I’ll admit that I have ignored the brand, dismissing it as yet another overpriced line of finery gone amuck. There are too many perfumes in the line and they are ludicrously expensive. There are too many ouds. The fancy bottles look like expensive condiment containers. The droning predictability of superlatives (The Finest Ingredients and the Most Exquisite Packaging for Our Most Deserving Customers) is flak-speak for ‘Composition takes a back seat to materials and here’s a shiny new object. Now jump this high.’
Stratospheric pricing paired with luxury is nothing new. The lower rung of the Xerjoff line costs as much as a Frédéric Malle perfume– about $250 per bottle. The prices for the top of the line are obscene. The Goldilocks of the brand is the Oud Stars series: 5 simultaneously launched oud perfumes, each listing at $310 for a 50 ml bottle.
So why write about a line that I disdain? Well, I’ve found one perfume that I like. More importantly, someone steered me toward that perfume.
Recently while I was talking with Yvettra at ScentBar she grabbed a Xerjoff bottle to demonstrate a point. Seeing the incredulity on my face, she said, “No. Wait. You’ll see.” And I did. Having had bits and pieces of discussion about hundreds of perfumes over the years, not only did she have a bead on my preferences (she’s extremely good at her job) but we had common subject matter. We could have a creative and detailed discussion.
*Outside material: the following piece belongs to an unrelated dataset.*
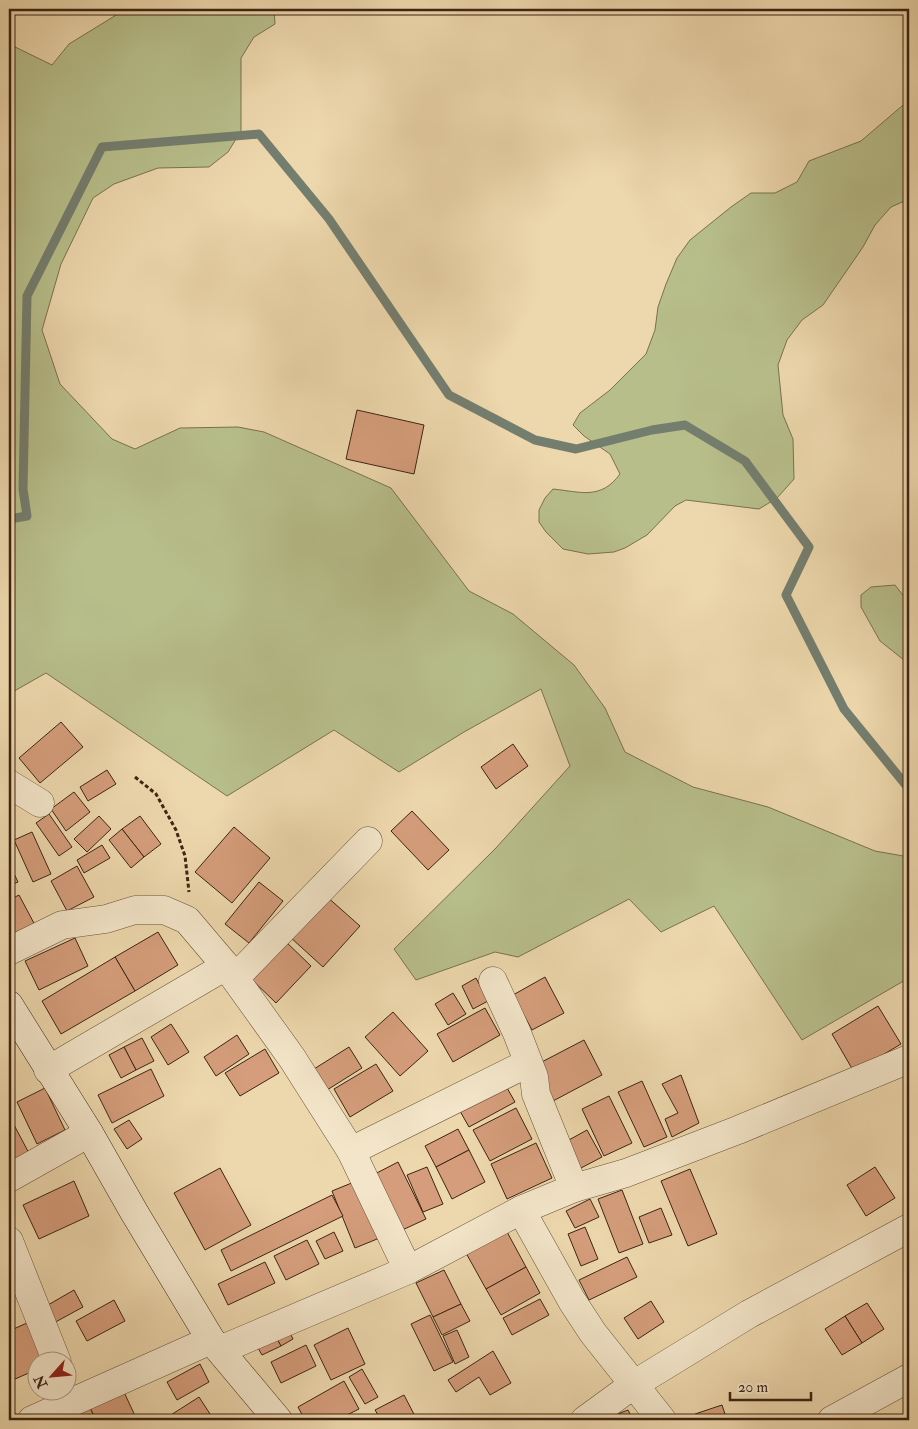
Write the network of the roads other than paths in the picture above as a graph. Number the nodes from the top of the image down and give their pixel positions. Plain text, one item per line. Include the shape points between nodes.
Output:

We curate perfume for each other. It’s the bright side, the unintended consequence of a discouragingly overcrowded market. Whether it is between a well-informed salesperson and a passionate customer or within online perfume communities, the conversation has grown deeper and more detailed. The perfume market has become so large that nobody can speak with authority on all perfumes available. We need guidance. We guide each other.
Set me loose in LuckyScent with $310 and I might douse myself with Mamluk before I leave, but I’d walk out the door with two or three other perfumes. The story here isn’t the perfume but the people. Mamluk is a beautiful perfume–gorgeous, really– but I’d never buy it. It’s just too expensive. My experience with Mamluk points out that we have ideas, practical knowledge and passions behind our preferences. The focus shifts from the perfume to the person wearing it and I couldn’t be more thrilled.
Out of the 1658 new releases in 2015 (per Basenotes) I tried fewer than I have in recent years and liked fewer still. I’m optimistic, though. The discussion has surpassed the products on the market. Odd, yeah? 2015 ushered in some remarkably shitty perfumes but the discussion has reached critical mass and the conversation is more interesting than the perfume.
The perfume review part:
Mamluk riffs on the bread-and-butter gourmand quality that Christopher Sheldrake investigated in Serge Lutens Jeux de Peau. It phrases oud as a near-gourmand note, surrounding it with sweet and savory modifiers. An almost candied quality lasts from start to finish, but it defers to the buttery, savory aspects that make Mamluk wear like white truffle burnt-buttered and clean skin. I imagine that someone wearing this might get a lot of lascivious, ‘I could just eat you up!’ sort of comments. It is a potent but balanced perfume with a deceptive smoothness, not so much a blend as a minor key harmonic. It’s not particularly pretty from most angles, but it is an uncommonly beautiful perfume and is satisfying to wear. Though not a perfume for all people or for all occasions, it is distinctive but proportioned and strangely elegant. Categorically it is an oud (ie. a trend past its shelf life) but it is a smart, playful composition and *chapeau* to Xerjoff for queering the oud norm so effectively.